Problem to solve – With the first line as the start and the line containing "solid #fff;border-radius:50%;box-shadow:0 2px" as the end, write out every line of the records exactly.

"""

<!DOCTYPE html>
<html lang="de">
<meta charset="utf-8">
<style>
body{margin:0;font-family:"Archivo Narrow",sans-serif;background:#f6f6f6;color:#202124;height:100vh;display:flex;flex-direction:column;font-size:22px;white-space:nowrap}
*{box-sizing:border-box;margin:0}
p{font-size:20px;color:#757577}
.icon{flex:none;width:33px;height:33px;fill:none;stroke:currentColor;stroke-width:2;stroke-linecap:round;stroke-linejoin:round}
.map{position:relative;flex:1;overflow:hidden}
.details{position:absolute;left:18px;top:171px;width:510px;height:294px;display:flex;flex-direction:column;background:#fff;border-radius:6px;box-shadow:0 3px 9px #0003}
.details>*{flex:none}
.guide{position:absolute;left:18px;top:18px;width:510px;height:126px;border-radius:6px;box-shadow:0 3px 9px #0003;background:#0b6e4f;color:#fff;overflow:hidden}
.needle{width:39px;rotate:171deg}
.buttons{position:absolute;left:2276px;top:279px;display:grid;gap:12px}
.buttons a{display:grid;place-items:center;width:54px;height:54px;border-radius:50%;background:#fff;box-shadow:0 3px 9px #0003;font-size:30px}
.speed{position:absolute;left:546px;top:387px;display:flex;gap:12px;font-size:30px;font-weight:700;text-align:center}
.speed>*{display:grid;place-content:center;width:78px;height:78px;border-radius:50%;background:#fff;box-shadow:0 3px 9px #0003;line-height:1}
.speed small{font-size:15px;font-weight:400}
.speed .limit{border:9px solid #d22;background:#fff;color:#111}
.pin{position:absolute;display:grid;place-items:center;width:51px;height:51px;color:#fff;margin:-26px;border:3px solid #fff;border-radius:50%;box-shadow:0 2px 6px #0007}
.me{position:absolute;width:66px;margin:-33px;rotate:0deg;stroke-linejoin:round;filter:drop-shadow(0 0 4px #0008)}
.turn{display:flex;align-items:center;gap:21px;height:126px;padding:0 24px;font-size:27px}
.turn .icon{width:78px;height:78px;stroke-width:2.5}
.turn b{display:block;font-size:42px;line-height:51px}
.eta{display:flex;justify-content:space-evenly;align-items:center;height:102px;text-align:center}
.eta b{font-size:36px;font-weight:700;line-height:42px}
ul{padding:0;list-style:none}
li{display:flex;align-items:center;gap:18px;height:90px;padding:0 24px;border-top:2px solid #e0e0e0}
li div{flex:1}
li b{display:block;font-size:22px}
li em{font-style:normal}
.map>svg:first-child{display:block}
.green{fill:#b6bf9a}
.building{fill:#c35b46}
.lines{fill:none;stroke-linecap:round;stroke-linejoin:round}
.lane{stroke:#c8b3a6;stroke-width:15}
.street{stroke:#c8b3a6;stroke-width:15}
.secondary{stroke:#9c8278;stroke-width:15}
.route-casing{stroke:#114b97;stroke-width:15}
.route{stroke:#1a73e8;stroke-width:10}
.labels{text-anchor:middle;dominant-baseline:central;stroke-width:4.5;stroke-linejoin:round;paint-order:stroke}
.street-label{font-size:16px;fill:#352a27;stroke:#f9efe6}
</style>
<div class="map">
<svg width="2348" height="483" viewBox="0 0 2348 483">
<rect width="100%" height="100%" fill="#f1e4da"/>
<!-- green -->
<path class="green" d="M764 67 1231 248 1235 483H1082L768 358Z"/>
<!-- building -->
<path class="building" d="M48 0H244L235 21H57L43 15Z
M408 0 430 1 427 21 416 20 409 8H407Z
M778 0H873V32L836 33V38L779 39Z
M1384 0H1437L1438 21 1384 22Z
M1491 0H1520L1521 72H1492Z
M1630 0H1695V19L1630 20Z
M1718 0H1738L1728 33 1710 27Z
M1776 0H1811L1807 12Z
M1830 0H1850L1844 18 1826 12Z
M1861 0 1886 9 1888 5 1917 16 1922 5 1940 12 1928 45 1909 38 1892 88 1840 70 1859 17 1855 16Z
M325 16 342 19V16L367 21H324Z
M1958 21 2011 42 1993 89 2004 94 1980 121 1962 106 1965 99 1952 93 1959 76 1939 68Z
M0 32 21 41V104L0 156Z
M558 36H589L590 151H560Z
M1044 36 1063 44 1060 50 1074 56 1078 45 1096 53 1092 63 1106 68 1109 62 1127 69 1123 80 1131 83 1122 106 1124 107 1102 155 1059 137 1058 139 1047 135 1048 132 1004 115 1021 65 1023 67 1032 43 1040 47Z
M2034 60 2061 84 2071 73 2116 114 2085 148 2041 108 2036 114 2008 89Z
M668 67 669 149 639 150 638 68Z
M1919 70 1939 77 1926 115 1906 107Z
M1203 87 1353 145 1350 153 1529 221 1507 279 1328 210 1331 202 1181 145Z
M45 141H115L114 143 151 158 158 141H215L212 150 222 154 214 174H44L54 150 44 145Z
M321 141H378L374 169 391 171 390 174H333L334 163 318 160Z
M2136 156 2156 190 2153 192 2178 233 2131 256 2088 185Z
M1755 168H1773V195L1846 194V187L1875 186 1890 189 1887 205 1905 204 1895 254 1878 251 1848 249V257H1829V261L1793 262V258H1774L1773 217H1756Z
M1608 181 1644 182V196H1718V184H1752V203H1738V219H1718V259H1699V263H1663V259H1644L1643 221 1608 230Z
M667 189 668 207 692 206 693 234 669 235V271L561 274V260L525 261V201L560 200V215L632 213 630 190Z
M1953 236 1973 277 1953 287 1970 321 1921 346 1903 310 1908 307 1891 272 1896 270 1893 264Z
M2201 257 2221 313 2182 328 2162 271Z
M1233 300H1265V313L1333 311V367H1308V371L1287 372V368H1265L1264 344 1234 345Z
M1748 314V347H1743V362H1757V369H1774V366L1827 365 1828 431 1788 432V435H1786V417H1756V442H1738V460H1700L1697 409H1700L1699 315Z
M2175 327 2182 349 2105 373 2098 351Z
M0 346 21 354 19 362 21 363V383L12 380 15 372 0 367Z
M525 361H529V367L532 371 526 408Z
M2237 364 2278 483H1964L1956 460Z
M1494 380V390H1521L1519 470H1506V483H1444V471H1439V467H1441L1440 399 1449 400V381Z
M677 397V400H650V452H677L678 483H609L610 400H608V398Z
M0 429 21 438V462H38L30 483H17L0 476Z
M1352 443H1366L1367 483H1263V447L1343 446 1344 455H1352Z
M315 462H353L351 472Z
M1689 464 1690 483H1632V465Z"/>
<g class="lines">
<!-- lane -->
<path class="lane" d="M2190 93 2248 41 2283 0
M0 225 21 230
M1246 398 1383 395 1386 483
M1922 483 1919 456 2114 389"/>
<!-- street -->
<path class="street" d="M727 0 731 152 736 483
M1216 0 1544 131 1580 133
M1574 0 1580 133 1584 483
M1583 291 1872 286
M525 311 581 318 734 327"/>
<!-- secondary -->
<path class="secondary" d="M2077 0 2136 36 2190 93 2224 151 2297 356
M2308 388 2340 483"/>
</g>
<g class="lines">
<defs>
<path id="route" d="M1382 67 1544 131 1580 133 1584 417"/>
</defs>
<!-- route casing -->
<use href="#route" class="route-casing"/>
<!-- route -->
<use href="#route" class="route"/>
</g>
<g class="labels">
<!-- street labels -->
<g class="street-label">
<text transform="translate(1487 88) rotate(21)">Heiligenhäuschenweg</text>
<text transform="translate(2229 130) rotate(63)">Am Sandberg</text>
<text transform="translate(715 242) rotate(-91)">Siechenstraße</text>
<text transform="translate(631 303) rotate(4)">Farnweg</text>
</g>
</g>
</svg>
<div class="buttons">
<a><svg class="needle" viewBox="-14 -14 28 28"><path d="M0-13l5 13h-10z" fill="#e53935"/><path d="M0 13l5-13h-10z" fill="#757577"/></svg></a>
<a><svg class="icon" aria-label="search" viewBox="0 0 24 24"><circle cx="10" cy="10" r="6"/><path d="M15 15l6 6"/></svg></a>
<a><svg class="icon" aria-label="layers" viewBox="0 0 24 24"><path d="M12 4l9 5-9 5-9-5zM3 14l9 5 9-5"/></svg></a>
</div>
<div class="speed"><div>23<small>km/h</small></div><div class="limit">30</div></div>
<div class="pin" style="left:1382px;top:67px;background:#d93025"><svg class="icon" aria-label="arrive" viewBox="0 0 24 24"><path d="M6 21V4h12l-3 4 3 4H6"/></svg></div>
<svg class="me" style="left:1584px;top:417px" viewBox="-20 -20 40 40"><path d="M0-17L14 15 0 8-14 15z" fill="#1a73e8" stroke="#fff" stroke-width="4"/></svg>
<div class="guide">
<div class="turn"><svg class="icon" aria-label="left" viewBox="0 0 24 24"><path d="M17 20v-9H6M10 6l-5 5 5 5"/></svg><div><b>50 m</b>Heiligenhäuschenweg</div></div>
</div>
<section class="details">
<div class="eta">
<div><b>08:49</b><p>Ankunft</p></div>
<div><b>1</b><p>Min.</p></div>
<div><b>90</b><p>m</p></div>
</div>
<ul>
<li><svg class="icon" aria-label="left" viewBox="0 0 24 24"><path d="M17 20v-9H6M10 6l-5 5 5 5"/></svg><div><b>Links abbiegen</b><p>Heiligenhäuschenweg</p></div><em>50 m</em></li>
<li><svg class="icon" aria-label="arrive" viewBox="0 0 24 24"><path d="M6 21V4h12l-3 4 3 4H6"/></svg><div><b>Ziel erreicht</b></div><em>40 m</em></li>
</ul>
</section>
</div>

"""

Solved exercise –
<!DOCTYPE html>
<html lang="de">
<meta charset="utf-8">
<style>
body{margin:0;font-family:"Archivo Narrow",sans-serif;background:#f6f6f6;color:#202124;height:100vh;display:flex;flex-direction:column;font-size:22px;white-space:nowrap}
*{box-sizing:border-box;margin:0}
p{font-size:20px;color:#757577}
.icon{flex:none;width:33px;height:33px;fill:none;stroke:currentColor;stroke-width:2;stroke-linecap:round;stroke-linejoin:round}
.map{position:relative;flex:1;overflow:hidden}
.details{position:absolute;left:18px;top:171px;width:510px;height:294px;display:flex;flex-direction:column;background:#fff;border-radius:6px;box-shadow:0 3px 9px #0003}
.details>*{flex:none}
.guide{position:absolute;left:18px;top:18px;width:510px;height:126px;border-radius:6px;box-shadow:0 3px 9px #0003;background:#0b6e4f;color:#fff;overflow:hidden}
.needle{width:39px;rotate:171deg}
.buttons{position:absolute;left:2276px;top:279px;display:grid;gap:12px}
.buttons a{display:grid;place-items:center;width:54px;height:54px;border-radius:50%;background:#fff;box-shadow:0 3px 9px #0003;font-size:30px}
.speed{position:absolute;left:546px;top:387px;display:flex;gap:12px;font-size:30px;font-weight:700;text-align:center}
.speed>*{display:grid;place-content:center;width:78px;height:78px;border-radius:50%;background:#fff;box-shadow:0 3px 9px #0003;line-height:1}
.speed small{font-size:15px;font-weight:400}
.speed .limit{border:9px solid #d22;background:#fff;color:#111}
.pin{position:absolute;display:grid;place-items:center;width:51px;height:51px;color:#fff;margin:-26px;border:3px solid #fff;border-radius:50%;box-shadow:0 2px 6px #0007}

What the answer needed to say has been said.